The referee, who only got one look at the incident, believed Rivaldo’s version and awarded a yellow card to the Turk, who’d been booked earlier in the game, and as a result meant he was sent-off and banned for two matches. Rivaldo, one of the most revered player of his generation, had conned the referee and thought he’d conned the watching world. FIFA eventually caught with the coverage and fined him £4,500. They didn’t recind poor Ursan’s red card, though.
Rewind four years to France ’98 and the Semi-Final stage at Stade de France. France are up against Croatia and after conceding first they are 2-1 up, with about 15 minutes to go. The French have a free-kick on the left level with the edge of the penalty area. Both teams have about five players each in the box and as the kick comes over, Croatian defender goes down holding his face. The ball is hit too long and goes out for a goal-kick, but the referee has blown for an infringement. He walks up to Laurent Blanc, the ever reliable French central defender, and shows him the red card. Evidently, Blanc had struck Bilic as they jostled for space in the area just before the ball was delivered.
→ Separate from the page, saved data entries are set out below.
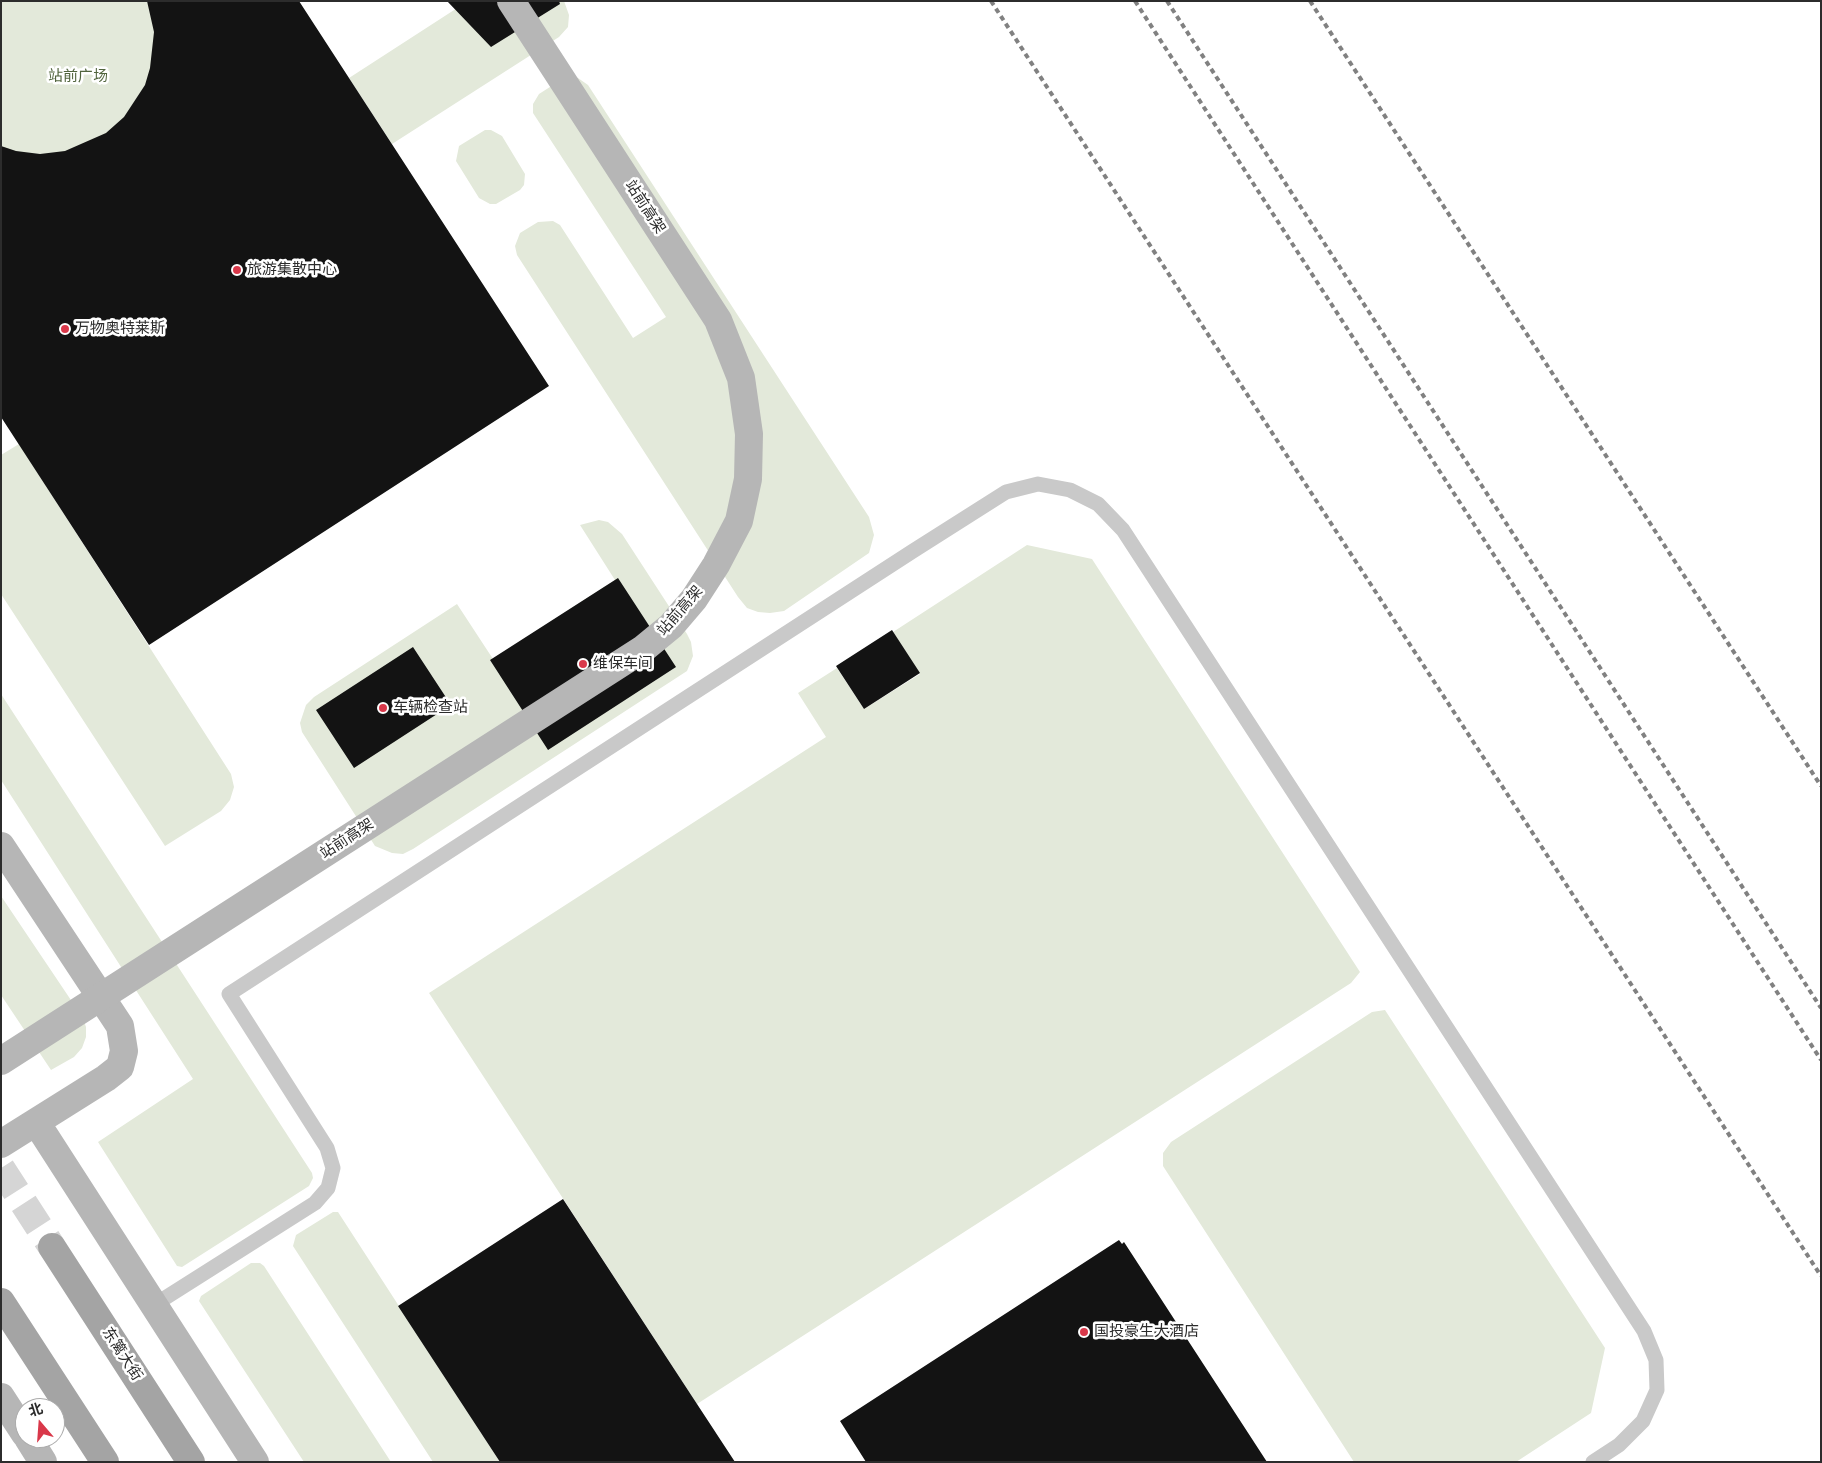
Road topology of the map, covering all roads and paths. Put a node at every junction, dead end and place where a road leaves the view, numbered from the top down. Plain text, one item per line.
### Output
1 (511, 1) edge
2 (1, 846) edge
3 (1, 1061) edge
4 (36, 1122) junction
5 (1, 1144) edge
6 (52, 1247) tunnel mouth
7 (1, 1302) edge
8 (154, 1305) junction
9 (1, 1397) edge
10 (15, 1419) edge
11 (34, 1448) edge
12 (43, 1462) edge
13 (105, 1462) edge
14 (191, 1462) edge
15 (255, 1462) edge
16 (1593, 1462) edge

1 - 3 main road, 站前高架, bridge
2 - 4 main road
4 - 5 main road
4 - 8 main road
6 - 14 main road, 东篱大街
7 - 13 main road
8 - 15 main road
8 - 16 lane
9 - 10 main road
11 - 12 main road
Again the watching world thought this was a stupid attack from the Frenchman when a World Cup Final appearance beckoned. But, as with the Rivaldo incident, replays soon gave us the real truth.
As Bilic grabbed hold of Blanc’s shirt the Frenchman turned away from the ball and in an attempt to free himself from the Croatian’s clutches, slapped Bilic in the throat with the palm of his hand. Bilic, sensing an opportunity, went down holding his head as if Blanc had punched him. Blanc had receive straight red card yet immediately received sympathy from the viewing public. He’d been cheated out of an appearance in the Final, the pinnacle of any footballer’s career. At 32 it was clearly going to be his only chance of a World Cup Final and in one act of skulduggery it had been taken from him. Bilic, who was playing his football at Everton at the time, has struggled to shake off the ignominy of the incident especially when compared to his ‘nice guy’ image. What was worse for Blanc was that his replacement was Chelsea’s Frank Leboeuf, who seemed hardly fit to lace Blanc’s boots but actually gave a good account of himself in the Final.
Again, FIFA may well have subsequently agreed a red card wasn’t deserved, they didn’t recind it, Blanc sat out the Final, Lebouef got a winner’s medal but the only saving grace is the invention of youtube has meant few will ever forget the antics of Rivaldo and Bilic.